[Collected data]

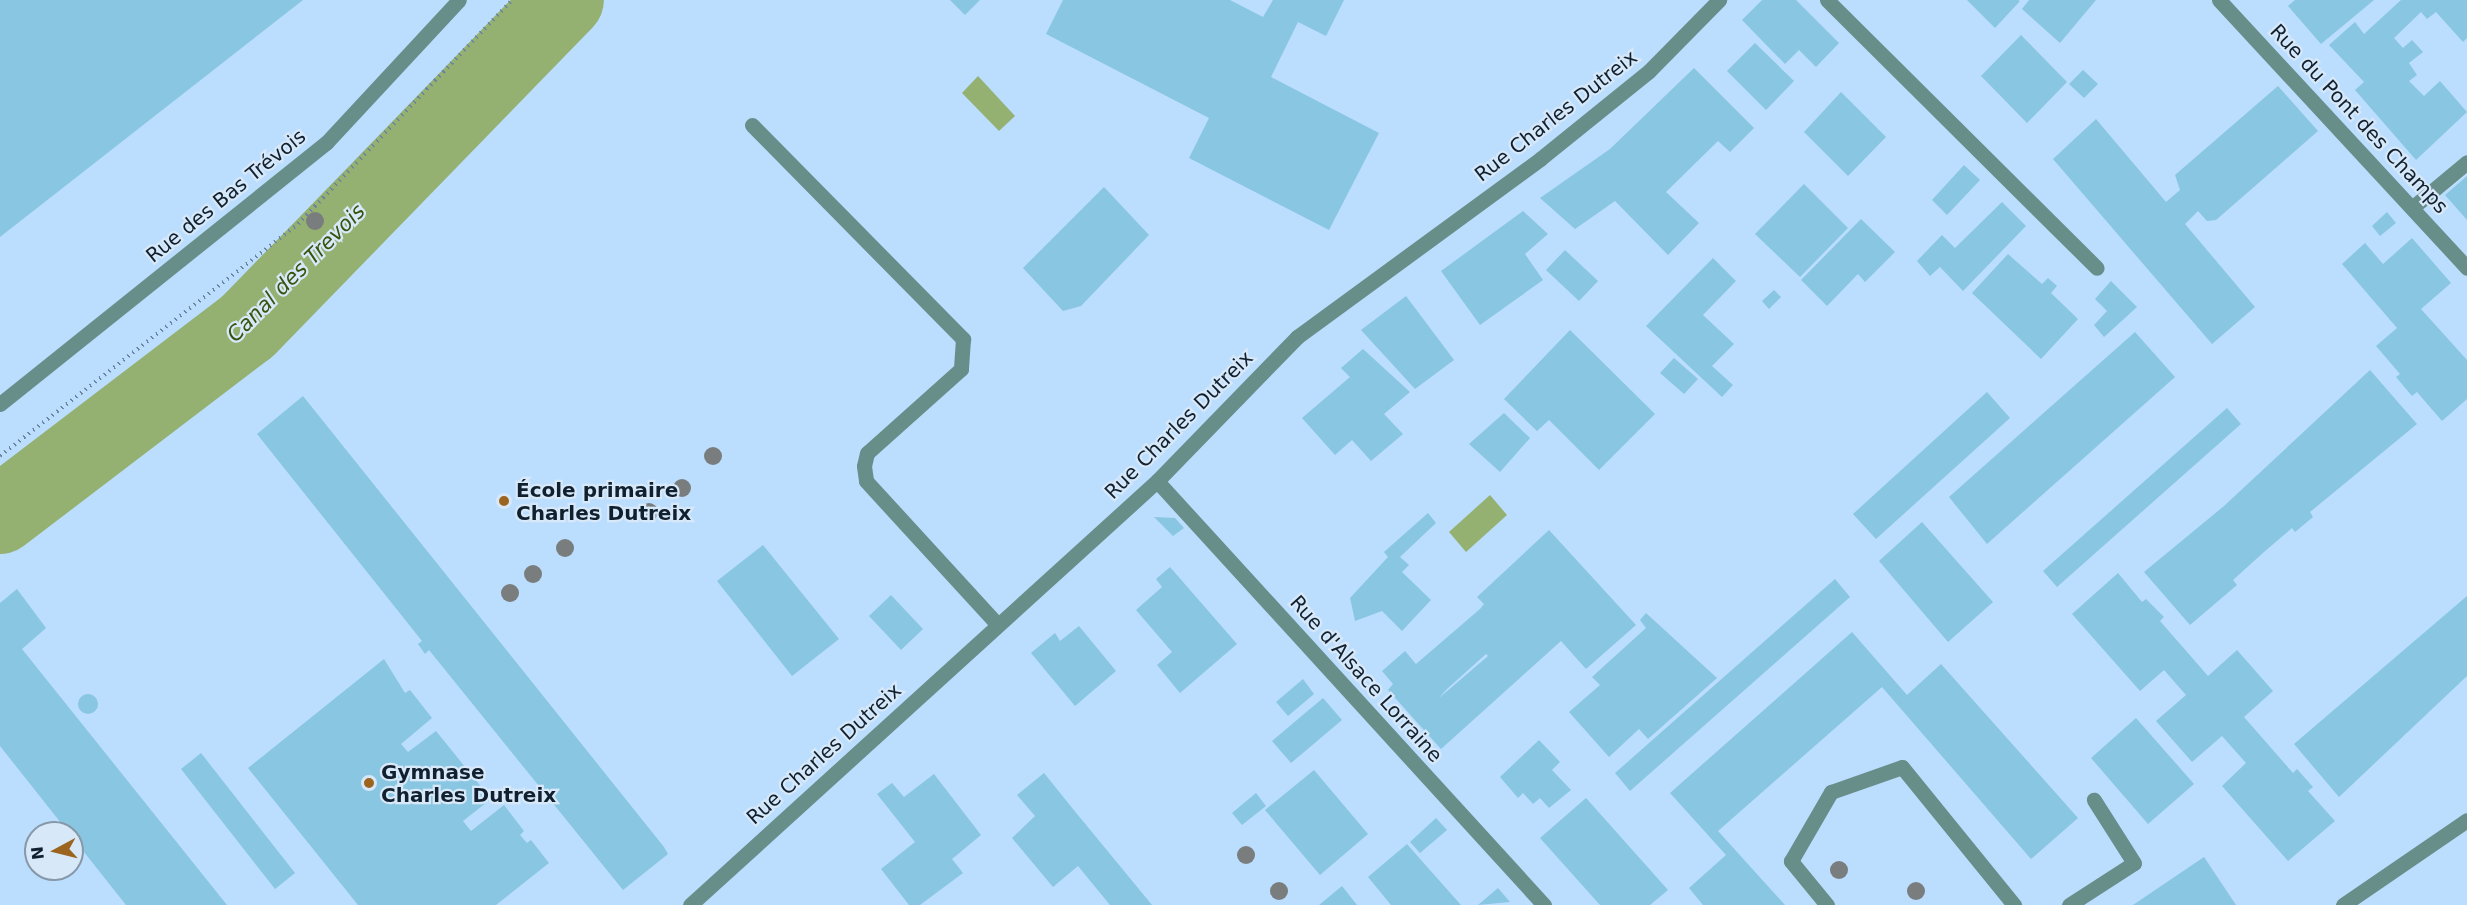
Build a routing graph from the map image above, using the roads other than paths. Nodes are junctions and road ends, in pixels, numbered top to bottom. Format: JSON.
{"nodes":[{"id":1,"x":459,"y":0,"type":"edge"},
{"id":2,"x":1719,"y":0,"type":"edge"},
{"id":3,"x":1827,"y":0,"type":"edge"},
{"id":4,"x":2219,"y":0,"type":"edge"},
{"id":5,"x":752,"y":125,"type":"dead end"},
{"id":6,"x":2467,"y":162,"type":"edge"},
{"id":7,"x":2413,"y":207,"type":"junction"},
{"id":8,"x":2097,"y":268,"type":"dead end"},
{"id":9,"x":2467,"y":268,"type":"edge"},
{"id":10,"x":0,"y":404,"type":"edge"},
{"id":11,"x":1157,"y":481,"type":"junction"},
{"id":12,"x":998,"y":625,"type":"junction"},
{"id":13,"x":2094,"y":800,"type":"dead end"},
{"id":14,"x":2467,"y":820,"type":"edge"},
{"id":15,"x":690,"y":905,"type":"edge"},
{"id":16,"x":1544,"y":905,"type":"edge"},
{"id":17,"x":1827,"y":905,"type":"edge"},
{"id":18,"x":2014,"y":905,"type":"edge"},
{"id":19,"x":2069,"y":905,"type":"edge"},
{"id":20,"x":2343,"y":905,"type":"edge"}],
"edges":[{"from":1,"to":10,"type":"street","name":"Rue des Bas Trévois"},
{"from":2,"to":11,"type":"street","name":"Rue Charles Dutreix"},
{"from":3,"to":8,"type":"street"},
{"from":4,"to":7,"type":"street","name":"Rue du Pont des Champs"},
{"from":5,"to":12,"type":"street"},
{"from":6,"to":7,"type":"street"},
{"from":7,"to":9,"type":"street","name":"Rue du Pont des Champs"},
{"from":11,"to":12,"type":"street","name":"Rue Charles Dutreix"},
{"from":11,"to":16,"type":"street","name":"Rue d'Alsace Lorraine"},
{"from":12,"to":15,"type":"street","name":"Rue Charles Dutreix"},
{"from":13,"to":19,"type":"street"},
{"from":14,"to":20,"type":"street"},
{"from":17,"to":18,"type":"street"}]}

§ Goal of the exercise
Scan the records for the string "Charles". Copy each line in which it appears.

§ Output of the task
{"from":2,"to":11,"type":"street","name":"Rue Charles Dutreix"},
{"from":11,"to":12,"type":"street","name":"Rue Charles Dutreix"},
{"from":12,"to":15,"type":"street","name":"Rue Charles Dutreix"},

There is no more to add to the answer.